Collected data entries
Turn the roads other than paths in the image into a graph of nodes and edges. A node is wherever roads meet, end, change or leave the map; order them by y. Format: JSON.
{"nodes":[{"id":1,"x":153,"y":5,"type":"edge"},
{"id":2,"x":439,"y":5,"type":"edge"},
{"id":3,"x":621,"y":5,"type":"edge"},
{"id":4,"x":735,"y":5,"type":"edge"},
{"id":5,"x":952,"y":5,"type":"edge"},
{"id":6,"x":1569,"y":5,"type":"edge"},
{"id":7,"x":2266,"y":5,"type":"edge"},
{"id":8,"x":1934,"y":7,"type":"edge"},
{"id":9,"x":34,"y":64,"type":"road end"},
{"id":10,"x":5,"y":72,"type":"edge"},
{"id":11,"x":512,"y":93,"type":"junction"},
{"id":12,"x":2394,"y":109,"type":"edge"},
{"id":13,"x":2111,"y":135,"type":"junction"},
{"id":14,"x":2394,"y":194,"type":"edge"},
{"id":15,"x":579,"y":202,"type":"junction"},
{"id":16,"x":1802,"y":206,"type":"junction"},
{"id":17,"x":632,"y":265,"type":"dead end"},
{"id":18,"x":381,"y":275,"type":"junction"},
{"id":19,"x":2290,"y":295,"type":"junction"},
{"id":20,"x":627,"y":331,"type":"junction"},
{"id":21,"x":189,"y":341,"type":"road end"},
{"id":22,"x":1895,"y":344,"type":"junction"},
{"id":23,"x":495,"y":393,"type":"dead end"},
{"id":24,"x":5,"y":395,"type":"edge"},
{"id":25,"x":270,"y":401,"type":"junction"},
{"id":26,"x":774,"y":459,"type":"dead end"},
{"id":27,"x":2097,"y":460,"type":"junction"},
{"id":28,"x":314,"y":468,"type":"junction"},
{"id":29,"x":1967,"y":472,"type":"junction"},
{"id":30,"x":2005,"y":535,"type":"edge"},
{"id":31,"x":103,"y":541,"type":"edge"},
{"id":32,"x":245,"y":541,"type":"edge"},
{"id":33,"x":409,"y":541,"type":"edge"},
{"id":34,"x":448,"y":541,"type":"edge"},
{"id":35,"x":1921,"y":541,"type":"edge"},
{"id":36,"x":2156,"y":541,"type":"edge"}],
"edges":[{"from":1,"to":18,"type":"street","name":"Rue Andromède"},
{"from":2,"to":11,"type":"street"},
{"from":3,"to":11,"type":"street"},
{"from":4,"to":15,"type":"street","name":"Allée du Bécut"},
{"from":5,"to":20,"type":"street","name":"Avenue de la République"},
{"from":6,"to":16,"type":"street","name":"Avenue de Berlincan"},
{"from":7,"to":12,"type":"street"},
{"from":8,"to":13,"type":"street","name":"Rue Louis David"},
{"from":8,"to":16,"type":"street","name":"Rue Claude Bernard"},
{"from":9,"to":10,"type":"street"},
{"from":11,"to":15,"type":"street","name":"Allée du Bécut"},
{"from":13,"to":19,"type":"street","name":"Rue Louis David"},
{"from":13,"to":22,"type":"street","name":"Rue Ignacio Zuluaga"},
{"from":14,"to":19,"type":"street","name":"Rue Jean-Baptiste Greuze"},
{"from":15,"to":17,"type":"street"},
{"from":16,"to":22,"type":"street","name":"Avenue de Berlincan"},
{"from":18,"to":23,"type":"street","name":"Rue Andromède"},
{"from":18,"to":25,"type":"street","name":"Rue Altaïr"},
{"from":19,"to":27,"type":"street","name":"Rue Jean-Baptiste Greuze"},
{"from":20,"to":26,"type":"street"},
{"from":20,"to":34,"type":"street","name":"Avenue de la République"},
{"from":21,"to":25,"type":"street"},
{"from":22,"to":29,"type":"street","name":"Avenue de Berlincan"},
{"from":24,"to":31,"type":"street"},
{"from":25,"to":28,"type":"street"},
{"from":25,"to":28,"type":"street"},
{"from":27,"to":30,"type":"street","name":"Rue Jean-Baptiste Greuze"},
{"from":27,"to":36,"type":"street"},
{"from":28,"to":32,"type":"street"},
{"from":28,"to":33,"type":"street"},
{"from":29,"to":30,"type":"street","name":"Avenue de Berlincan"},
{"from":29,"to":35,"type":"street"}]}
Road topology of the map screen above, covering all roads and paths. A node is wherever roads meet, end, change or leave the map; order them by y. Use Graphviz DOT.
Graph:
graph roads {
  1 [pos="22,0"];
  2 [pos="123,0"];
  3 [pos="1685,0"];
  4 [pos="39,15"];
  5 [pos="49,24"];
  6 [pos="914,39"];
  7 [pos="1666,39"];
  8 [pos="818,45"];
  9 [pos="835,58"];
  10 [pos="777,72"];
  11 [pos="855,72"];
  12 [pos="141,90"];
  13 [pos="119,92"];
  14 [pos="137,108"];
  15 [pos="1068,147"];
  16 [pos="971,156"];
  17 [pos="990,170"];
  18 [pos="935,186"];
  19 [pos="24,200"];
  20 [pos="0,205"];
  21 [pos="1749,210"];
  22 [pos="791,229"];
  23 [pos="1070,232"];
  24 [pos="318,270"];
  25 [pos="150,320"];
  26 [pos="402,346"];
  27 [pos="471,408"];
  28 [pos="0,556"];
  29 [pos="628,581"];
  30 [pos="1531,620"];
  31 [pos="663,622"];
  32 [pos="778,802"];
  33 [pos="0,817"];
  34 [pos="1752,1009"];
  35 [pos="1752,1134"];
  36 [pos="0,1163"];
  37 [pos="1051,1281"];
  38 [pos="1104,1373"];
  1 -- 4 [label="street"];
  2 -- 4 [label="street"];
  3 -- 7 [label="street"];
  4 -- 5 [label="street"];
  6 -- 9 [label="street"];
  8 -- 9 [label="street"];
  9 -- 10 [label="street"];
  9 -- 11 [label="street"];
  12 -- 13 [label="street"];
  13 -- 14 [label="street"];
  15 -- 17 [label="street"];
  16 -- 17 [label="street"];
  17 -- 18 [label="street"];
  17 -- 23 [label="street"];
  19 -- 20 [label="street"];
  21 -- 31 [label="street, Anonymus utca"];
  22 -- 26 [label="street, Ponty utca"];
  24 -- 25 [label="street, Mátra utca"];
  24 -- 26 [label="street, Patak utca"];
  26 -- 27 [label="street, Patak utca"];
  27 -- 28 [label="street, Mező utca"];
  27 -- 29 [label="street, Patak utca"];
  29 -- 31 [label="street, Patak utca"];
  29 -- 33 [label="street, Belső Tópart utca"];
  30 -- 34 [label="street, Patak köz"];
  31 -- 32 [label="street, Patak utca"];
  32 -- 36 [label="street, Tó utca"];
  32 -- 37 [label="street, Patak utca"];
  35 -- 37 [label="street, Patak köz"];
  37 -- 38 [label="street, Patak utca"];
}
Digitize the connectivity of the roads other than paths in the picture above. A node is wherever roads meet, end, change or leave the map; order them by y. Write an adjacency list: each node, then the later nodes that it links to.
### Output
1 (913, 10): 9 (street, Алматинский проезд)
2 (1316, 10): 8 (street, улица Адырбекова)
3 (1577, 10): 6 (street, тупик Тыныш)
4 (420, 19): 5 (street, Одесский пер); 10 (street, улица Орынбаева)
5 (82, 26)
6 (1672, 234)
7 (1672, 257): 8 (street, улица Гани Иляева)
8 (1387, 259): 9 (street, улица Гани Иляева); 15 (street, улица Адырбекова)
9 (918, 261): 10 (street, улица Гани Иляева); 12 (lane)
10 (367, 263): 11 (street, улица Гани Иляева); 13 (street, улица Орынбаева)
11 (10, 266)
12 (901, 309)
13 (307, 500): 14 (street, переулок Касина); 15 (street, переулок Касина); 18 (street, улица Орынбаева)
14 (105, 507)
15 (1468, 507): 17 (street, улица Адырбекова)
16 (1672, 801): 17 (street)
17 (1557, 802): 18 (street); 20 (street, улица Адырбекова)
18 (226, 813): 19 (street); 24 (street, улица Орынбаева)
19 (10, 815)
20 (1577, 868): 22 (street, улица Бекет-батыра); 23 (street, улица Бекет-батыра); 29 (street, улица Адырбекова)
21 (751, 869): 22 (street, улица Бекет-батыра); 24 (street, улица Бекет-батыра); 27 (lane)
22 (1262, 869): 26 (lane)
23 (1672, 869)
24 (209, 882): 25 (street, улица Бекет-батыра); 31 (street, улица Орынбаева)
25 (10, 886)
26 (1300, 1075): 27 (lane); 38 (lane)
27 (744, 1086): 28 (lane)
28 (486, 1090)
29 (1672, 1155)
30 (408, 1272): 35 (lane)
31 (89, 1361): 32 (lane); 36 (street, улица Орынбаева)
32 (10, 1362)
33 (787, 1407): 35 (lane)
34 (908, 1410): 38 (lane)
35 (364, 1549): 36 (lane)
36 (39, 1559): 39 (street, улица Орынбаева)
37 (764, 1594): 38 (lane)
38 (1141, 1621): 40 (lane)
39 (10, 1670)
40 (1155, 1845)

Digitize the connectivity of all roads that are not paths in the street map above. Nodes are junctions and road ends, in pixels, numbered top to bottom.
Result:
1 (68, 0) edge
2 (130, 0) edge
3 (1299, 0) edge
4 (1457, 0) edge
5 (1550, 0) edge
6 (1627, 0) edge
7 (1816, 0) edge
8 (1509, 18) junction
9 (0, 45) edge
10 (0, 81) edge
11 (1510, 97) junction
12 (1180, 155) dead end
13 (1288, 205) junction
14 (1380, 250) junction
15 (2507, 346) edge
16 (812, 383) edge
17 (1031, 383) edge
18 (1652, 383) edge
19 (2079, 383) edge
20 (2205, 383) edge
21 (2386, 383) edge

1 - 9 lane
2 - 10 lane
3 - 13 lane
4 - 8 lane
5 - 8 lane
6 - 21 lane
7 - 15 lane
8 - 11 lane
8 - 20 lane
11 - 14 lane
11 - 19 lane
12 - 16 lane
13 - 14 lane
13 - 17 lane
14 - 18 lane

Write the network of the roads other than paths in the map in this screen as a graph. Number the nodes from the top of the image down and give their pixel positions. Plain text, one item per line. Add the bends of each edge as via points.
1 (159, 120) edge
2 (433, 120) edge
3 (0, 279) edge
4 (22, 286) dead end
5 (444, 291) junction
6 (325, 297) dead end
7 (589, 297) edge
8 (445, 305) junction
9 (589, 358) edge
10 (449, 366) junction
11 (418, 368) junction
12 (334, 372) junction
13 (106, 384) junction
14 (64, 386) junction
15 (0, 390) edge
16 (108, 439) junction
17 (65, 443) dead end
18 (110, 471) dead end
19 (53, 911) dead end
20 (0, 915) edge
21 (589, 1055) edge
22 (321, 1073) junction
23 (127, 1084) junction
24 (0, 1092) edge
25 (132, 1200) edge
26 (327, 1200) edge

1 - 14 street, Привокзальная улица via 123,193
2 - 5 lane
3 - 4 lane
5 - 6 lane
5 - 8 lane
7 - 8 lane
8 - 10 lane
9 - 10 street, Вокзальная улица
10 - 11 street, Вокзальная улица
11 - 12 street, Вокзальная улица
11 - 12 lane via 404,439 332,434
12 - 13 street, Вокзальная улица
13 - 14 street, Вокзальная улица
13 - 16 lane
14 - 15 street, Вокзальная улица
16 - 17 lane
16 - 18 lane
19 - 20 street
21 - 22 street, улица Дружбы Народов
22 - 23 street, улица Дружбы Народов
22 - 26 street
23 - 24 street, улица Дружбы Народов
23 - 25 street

▶ [What is expected]:
Lines holding the word "Бекет": say how many there are in the data, and nothing more.

▶ [Your solution]:
3